For generations, this area lied just north of downtown, and was situated west of route 501, across from where the Speedway convenience store is now. The Indian Woods dates back to at least

1790, and was most likely inhabited by the Nanticoke Indian tribes. Nanticokes also had a sizable encampment about two miles northeast of the village of Clay. For many years, in other parts of what is now Lititz, local Native American tribes utilized the lands that ran along the “Lititz Creek.” Most prominent of these tribes were the Susquehannocks. According to several historical records, these tribes would also often meet at the ‘Big Spring.’ It may surprise many to learn that this location was actually not the head end of the Lititz Springs Park; but rather, it was actually situated behind what is now the Pilgerhaus Apartments.

These arrowheads were found near the vicinty of the Indian Woods in Lititz over 50 years ago.

The natural spring was perched on a slight hill, would flow south to north, and emptied into Carter’s Run which still flows behind the property. This early notion of a special meeting place was further proven when arrowheads were found there by archeologists many years ago. The Indian Woods 100 years ago was a popular recreational area for kids, and was also rented occasionally for the purpose of camping and baseball games. Bird hikes, fox hunts, and trapping were also very common. Over several decades, many arrowheads were fished out of the earth in the vicinity. The San Domingo Creek also passes through this area, running east and west.

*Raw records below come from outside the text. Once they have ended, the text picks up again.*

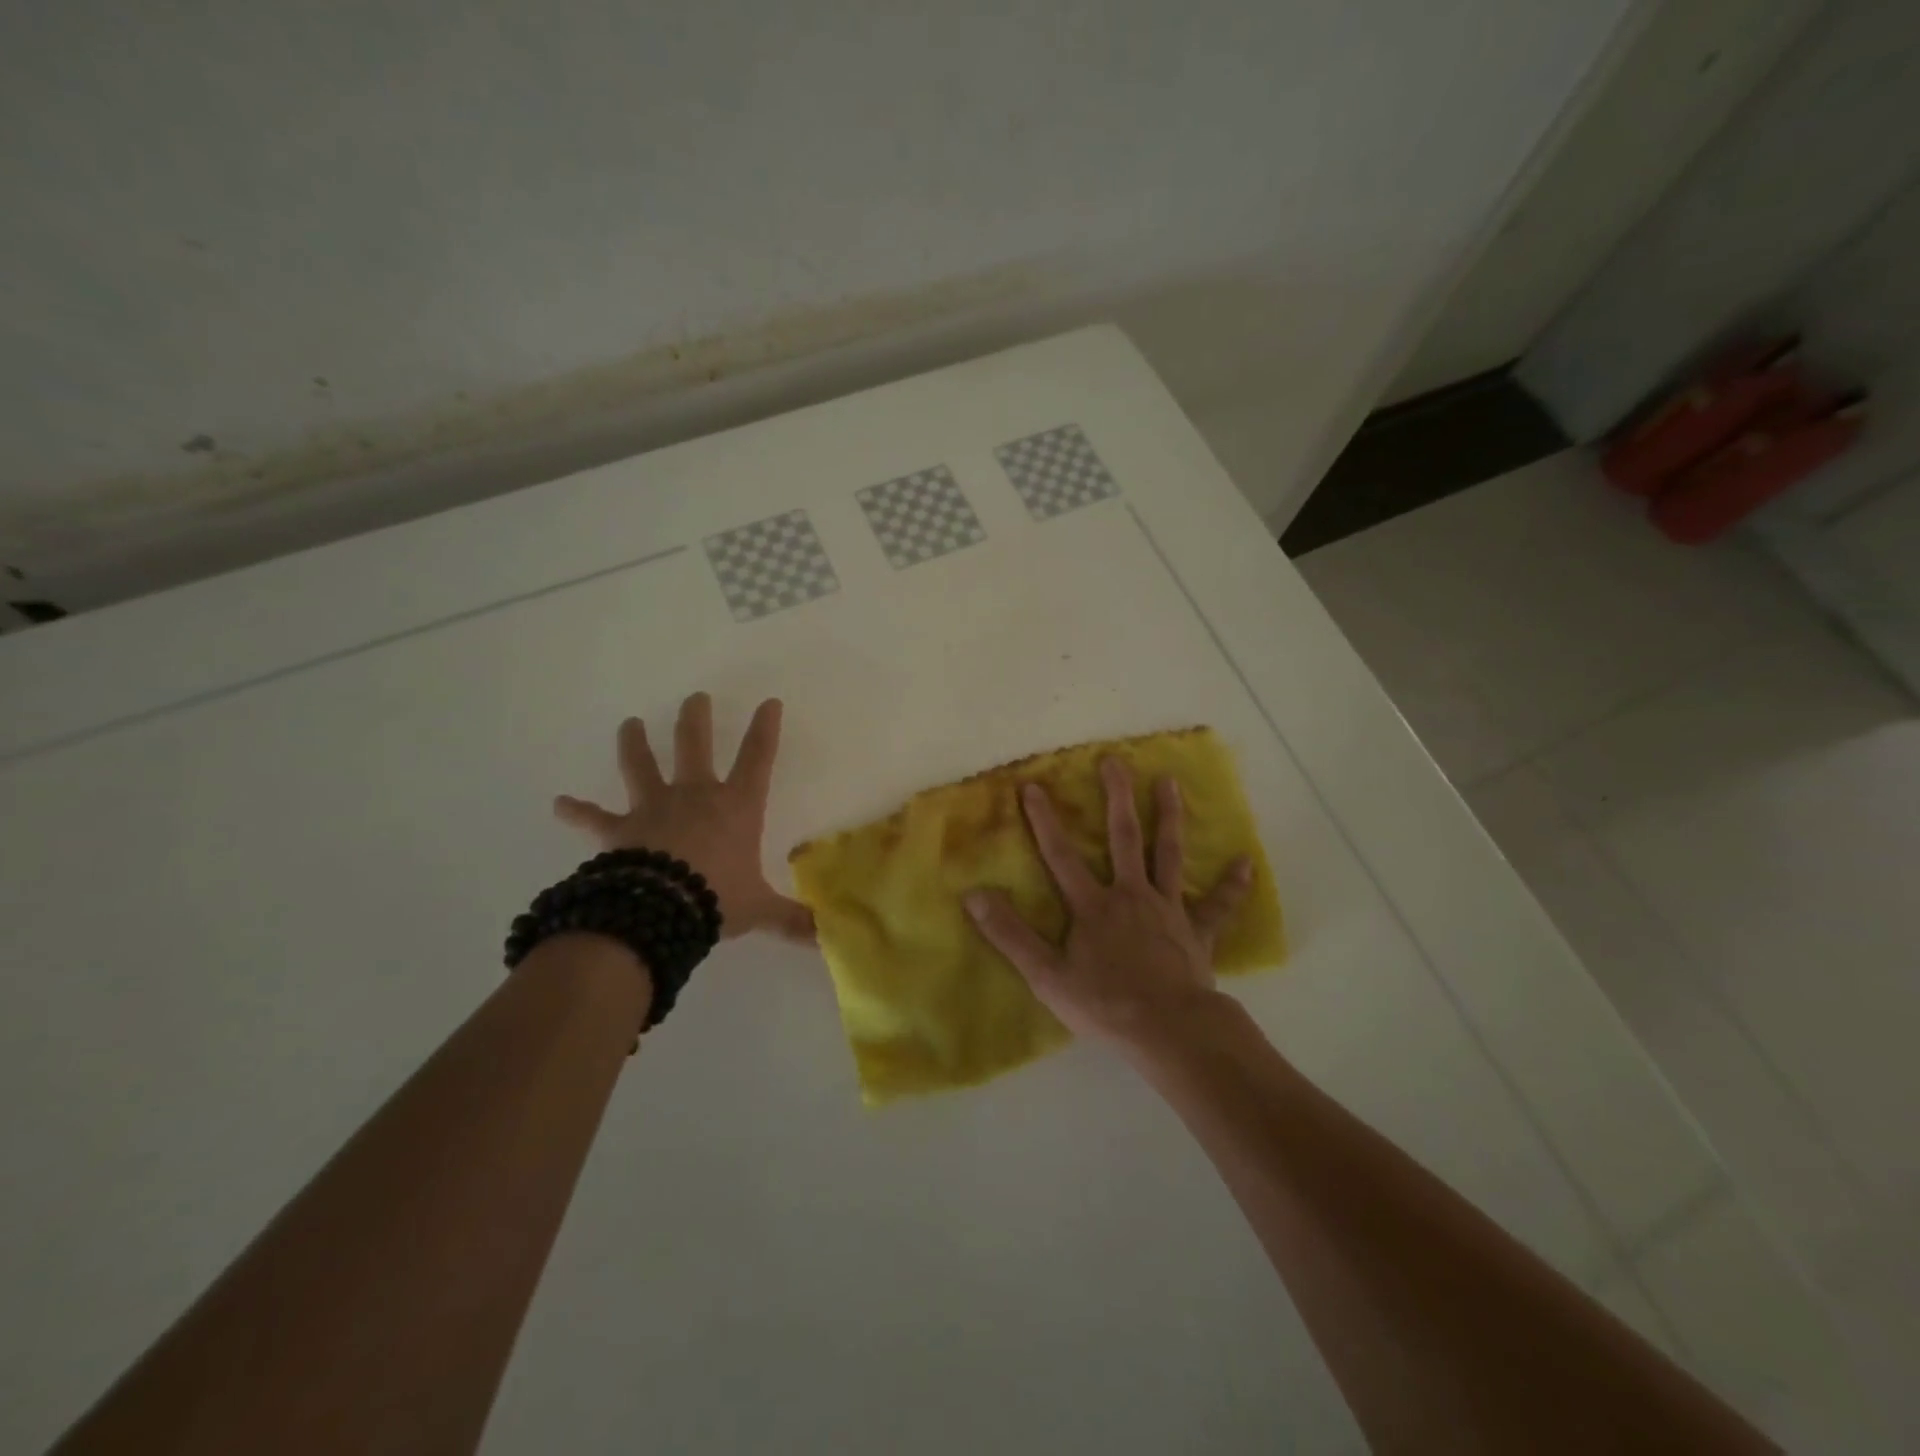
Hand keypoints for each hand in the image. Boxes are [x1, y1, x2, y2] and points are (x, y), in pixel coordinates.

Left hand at [554, 692, 814, 943]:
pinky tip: (558, 804)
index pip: (758, 758)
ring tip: (629, 723)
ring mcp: (654, 808)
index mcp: (736, 806)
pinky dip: (577, 811)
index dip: (764, 729)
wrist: (662, 910)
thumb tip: (824, 937)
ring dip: (634, 743)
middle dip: (695, 719)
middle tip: (694, 698)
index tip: (768, 702)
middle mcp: (695, 796)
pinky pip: (594, 818)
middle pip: (694, 745)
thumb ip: (791, 919)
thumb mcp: (760, 909)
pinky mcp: (620, 830)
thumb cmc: (718, 898)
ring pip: (641, 765)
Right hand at [964, 757, 1250, 1049]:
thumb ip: (1010, 934)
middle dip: (1116, 797)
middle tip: (1115, 761)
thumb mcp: (1046, 975)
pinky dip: (1231, 884)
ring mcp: (1168, 910)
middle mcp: (1131, 895)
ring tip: (1169, 782)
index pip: (1061, 856)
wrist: (1169, 1030)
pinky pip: (1218, 905)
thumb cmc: (1105, 1004)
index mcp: (1094, 906)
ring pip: (1169, 855)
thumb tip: (973, 895)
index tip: (1033, 786)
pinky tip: (1245, 861)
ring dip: (1169, 817)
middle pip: (1123, 838)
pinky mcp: (1197, 932)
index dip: (1045, 821)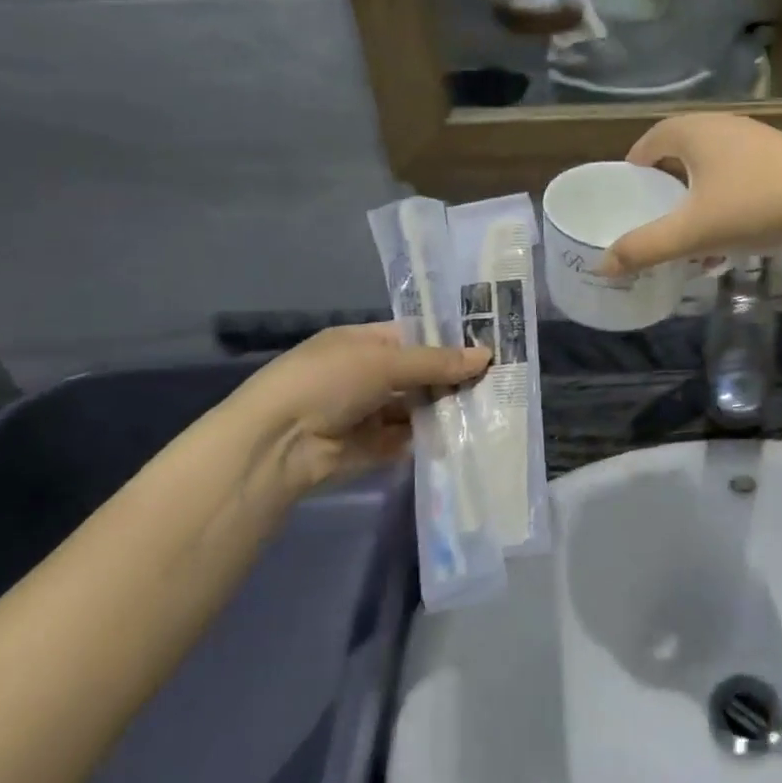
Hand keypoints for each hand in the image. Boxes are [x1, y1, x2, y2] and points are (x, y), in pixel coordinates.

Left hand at [238, 324, 489, 490]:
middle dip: (455, 375)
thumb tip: (487, 355)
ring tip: (495, 404)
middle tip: (502, 377)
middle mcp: (370, 374)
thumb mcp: (384, 362)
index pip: (415, 336)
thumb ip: (436, 361)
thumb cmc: (327, 382)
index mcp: (364, 343)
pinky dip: (437, 435)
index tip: (492, 344)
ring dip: (449, 406)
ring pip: (421, 406)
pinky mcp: (378, 446)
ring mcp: (373, 411)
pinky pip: (414, 437)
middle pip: (422, 372)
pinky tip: (472, 431)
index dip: (450, 339)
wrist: (279, 444)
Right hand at [603, 115, 781, 272]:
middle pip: (679, 156)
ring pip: (711, 172)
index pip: (649, 141)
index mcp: (694, 131)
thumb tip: (602, 266)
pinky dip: (725, 207)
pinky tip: (730, 242)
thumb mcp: (694, 232)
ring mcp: (756, 143)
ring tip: (690, 239)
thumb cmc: (758, 206)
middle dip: (664, 190)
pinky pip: (738, 182)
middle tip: (654, 221)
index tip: (626, 200)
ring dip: (696, 203)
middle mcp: (723, 127)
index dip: (633, 169)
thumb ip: (645, 248)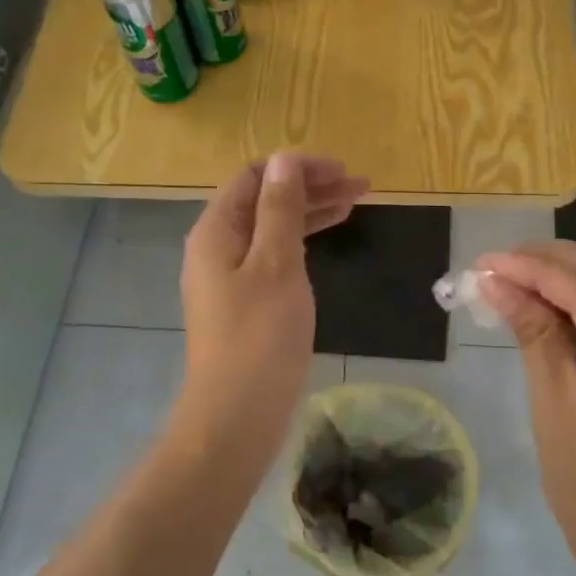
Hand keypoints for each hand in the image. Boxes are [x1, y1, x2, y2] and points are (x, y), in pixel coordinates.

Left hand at [178, 154, 368, 448]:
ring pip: (272, 229)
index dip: (296, 167)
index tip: (341, 171)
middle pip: (264, 200)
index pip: (253, 177)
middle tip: (360, 186)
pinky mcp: (245, 302)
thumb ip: (280, 209)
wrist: (236, 415)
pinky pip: (274, 256)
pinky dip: (301, 242)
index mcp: (216, 231)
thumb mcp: (275, 264)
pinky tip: (328, 238)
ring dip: (310, 212)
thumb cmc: (259, 336)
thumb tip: (284, 159)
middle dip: (310, 187)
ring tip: (355, 204)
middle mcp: (217, 247)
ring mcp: (230, 277)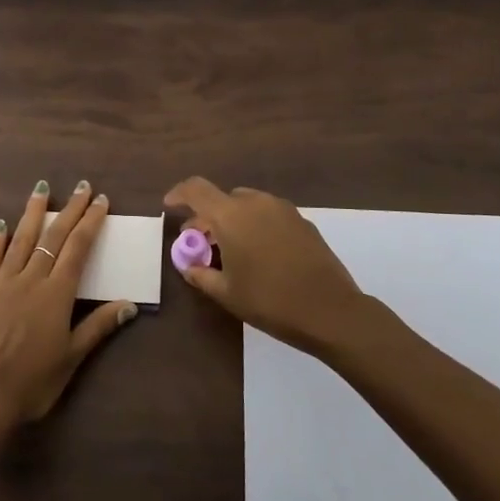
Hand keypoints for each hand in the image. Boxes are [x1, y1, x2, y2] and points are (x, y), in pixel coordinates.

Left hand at [0, 179, 139, 422]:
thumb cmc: (33, 382)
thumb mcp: (71, 357)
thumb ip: (98, 327)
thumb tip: (129, 305)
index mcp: (57, 294)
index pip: (78, 249)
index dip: (90, 223)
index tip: (100, 201)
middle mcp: (31, 279)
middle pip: (53, 237)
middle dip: (69, 210)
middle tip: (81, 186)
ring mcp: (2, 283)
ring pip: (20, 240)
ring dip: (32, 213)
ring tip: (41, 189)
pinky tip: (2, 224)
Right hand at [163, 177, 367, 352]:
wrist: (330, 310)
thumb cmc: (269, 300)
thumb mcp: (226, 293)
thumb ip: (201, 275)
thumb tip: (189, 267)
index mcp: (231, 215)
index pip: (196, 189)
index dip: (179, 194)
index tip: (170, 206)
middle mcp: (256, 203)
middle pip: (222, 199)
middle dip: (207, 217)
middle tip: (200, 243)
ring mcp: (283, 210)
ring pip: (247, 205)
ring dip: (233, 220)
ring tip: (231, 250)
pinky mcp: (303, 222)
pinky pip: (269, 215)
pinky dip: (255, 225)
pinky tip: (260, 254)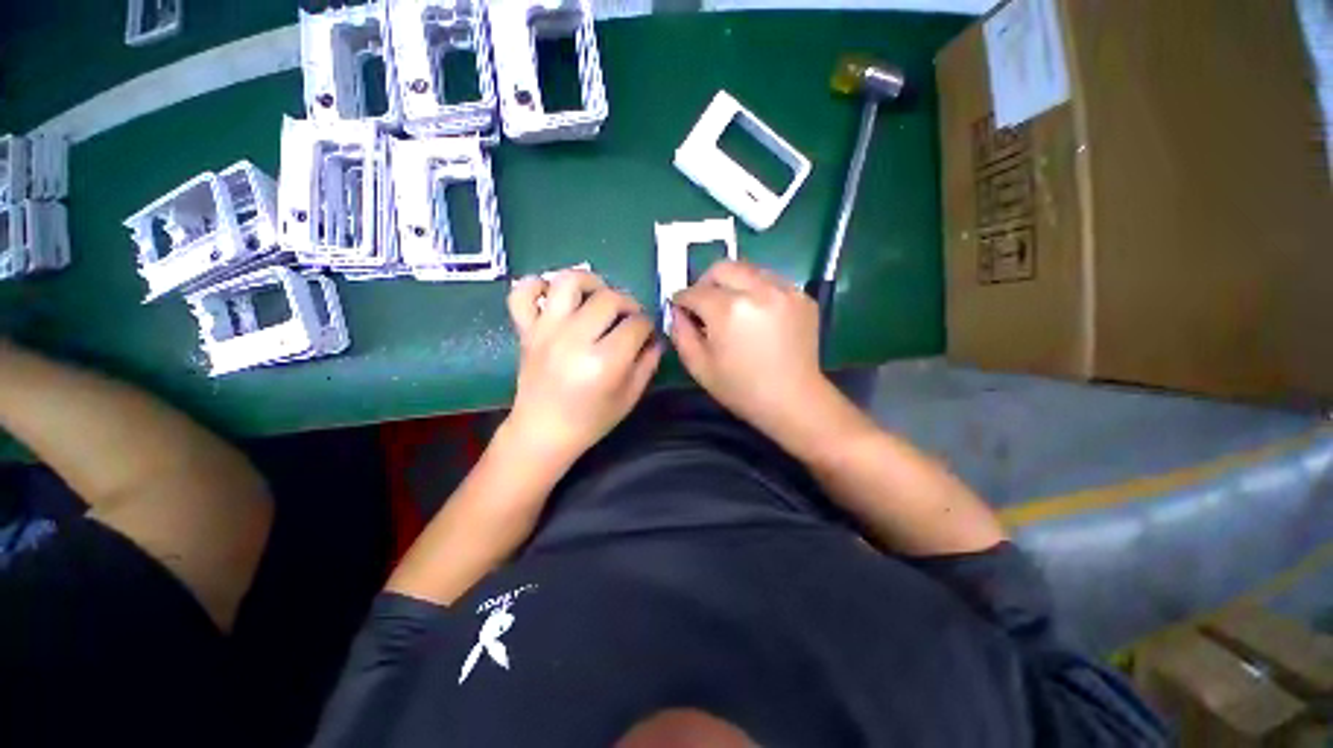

By 1973, the area was still known to many, and a bird sanctuary was established there by Lititz residents Bud Garner and Bart Sharp. If you were lucky, perhaps you might even find a small piece of pyrite or “monkey gold” in the stream to take home with you as a precious souvenir to show off to your friends.

For those that knew where to look, one could even see what was left of a small abandoned cave that was near this general area, and was situated on the property of the Bomberger farm.
What remained of the Indian Woods 50 years ago was composed of just a few trees in a cluster in one or two spots. One can only imagine what it was like being a kid decades ago, and exploring these grounds. Imagine meandering along the stream, taking steps in the same spots that our first inhabitants walked.

And while this place is not what it used to be, the general area is not hard to forget. Just think of a certain road nearby…..Arrowhead Drive.